Re: Isilon storage performance issue

Hi Damal


this is roughly how I use these commands to  investigate

performance issues in new situations:


> isi statistics pstat


Bottom half: Overall view to see what's going on.

Compare Network -- Filesystem -- Disk  throughputs

to see wether they are consistent with what is expected

for the workflow as far as it is known. In a typical NAS workflow,

network throughput should match filesystem througput.

Write throughput should match disk write throughput (mind the protection overhead).

Read throughput matches disk read throughput for uncached workflows,

or can be much higher which good caching.

High disk activity without network or filesystem activity indicates

some internal job is running (restripes etc).

High CPU without any network/filesystem/disk

activity would be very strange, for example

(some process running wild, etc)

Just illustrating how things can be learned from pstat.

Top half of pstat is protocol specific,

might need to run separately for NFS and SMB.

Again, quick check for consistency:

Does the observed mix of reads/writes/ etc. make sense

in the light of the assumed workflow?

> isi statistics system --nodes --top

Quick check wether the load is well balanced across the cluster,

and how the protocols are used (SMB vs NFS etc).

Can also indicate where physical network bandwidth hits the max.

> isi statistics client --orderby=Ops --top

Who is causing the load?

--orderby=In or Out or TimeAvg for throughputs or latencies resp.

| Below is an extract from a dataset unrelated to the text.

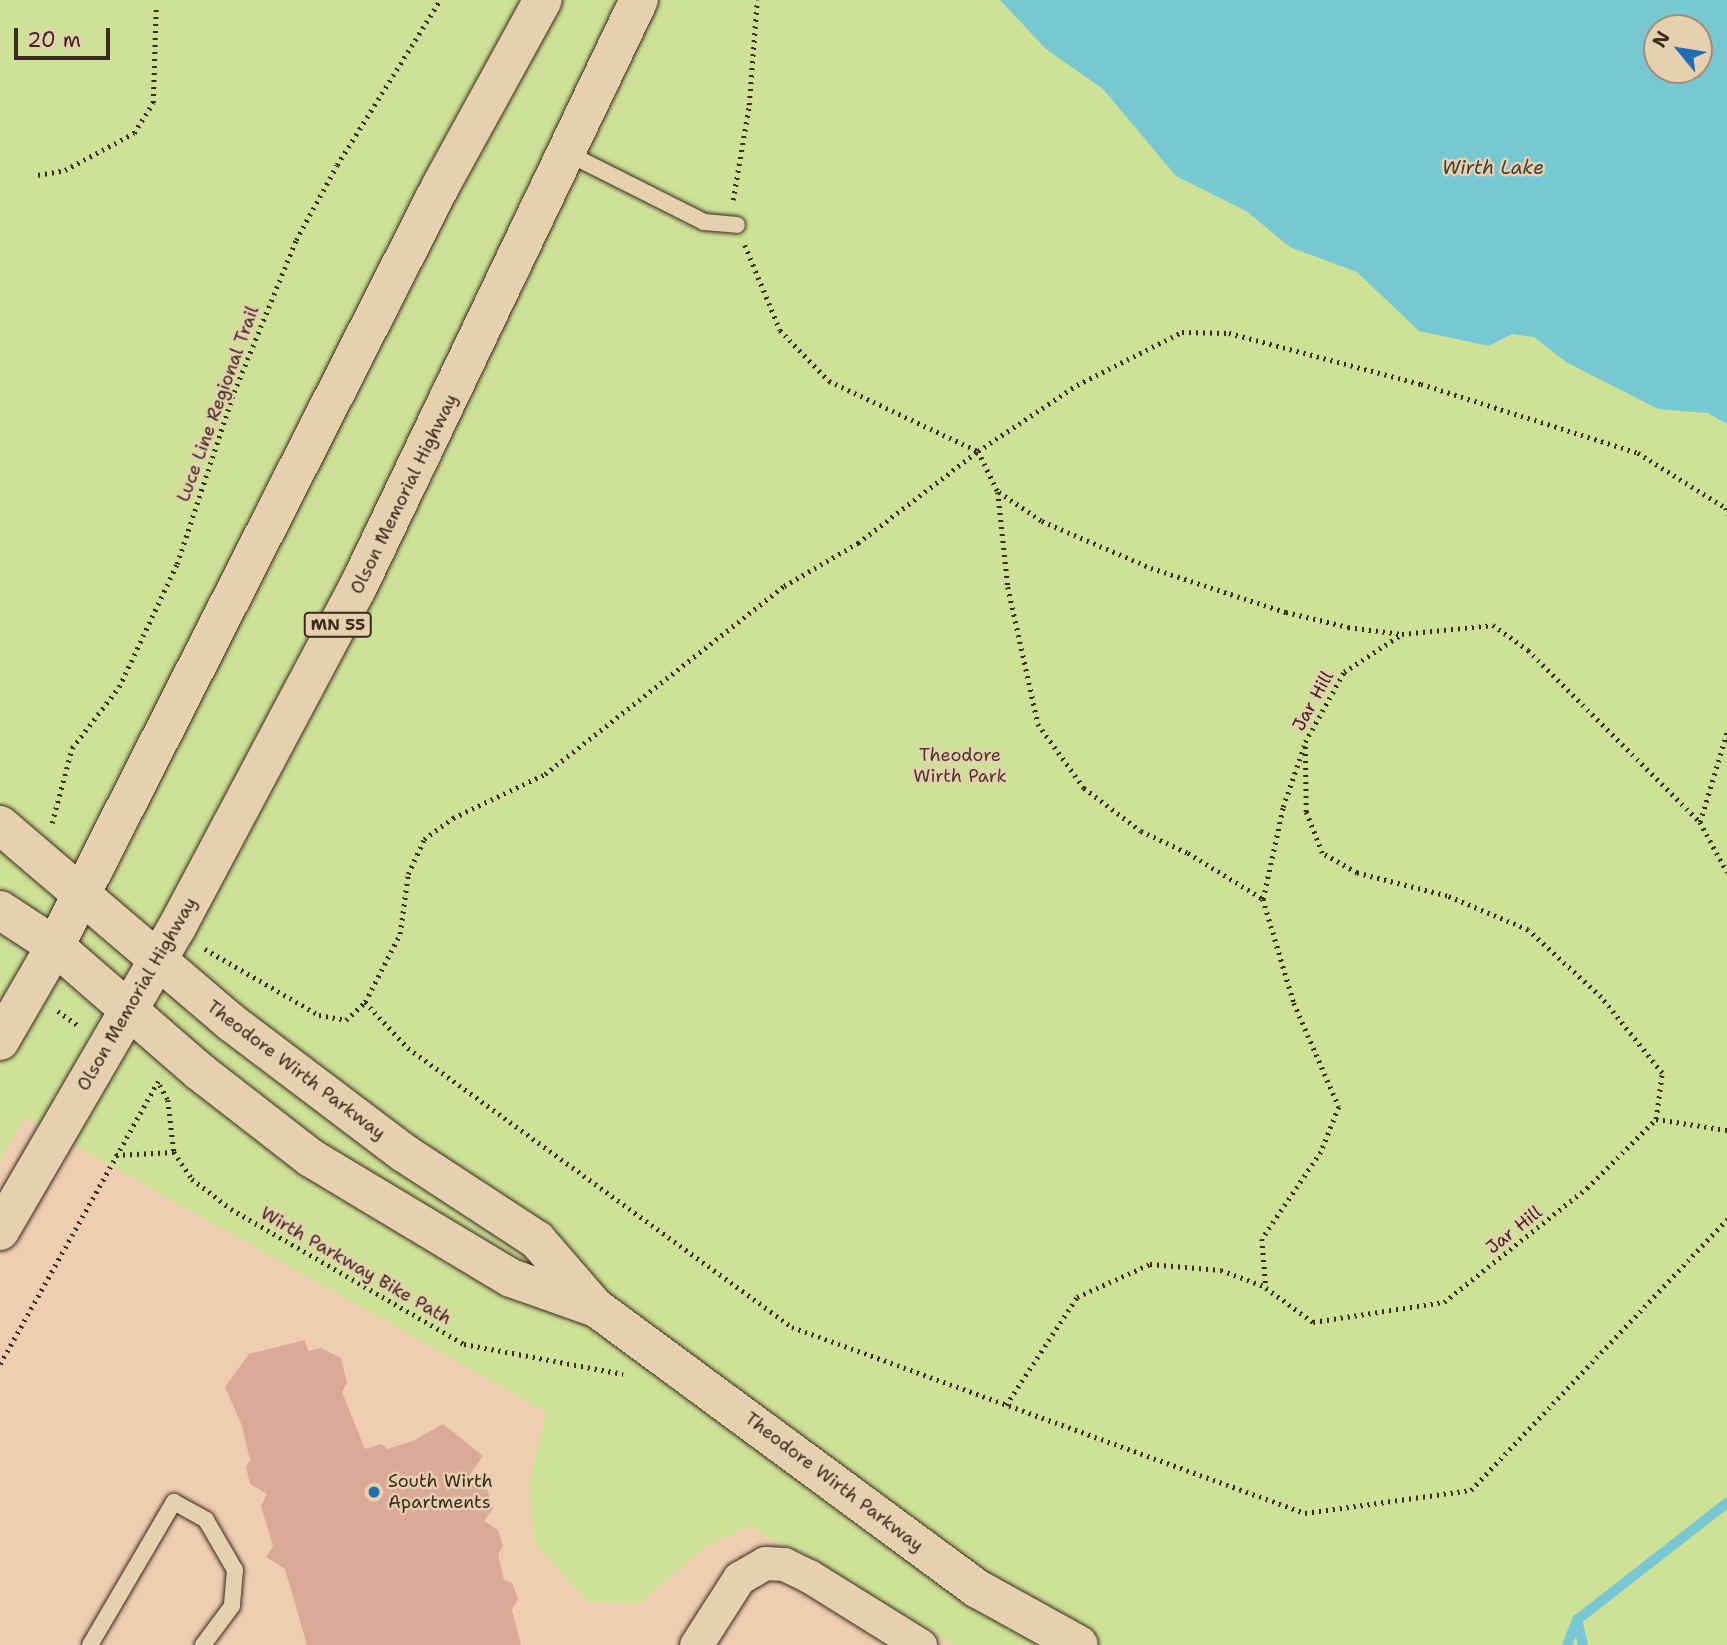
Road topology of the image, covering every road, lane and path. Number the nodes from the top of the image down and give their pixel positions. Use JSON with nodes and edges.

> isi statistics client --orderby=Ops --top --long

With --long there are InAvg and OutAvg, which denote the request ("block") sizes

(NOT the average of In and Out rates!!).  Small request sizes

often indicate suboptimal configs on the clients side.

> isi statistics drive -nall -t --long --orderby=OpsOut

Do the disk activities max out? Also --orderby=OpsIn or TimeInQ

Do the disk activities match the assumed workload:

Small SizeIn and SizeOut request size indicate metadata ops

or small random IO ops; pure streaming reads/write are usually upto 64k.

Disclaimer: Those are just by personal favorites (plus isi statistics heat),

and I might err on interpretations; I am not aiming at convincing anyone

Cheers

-- Peter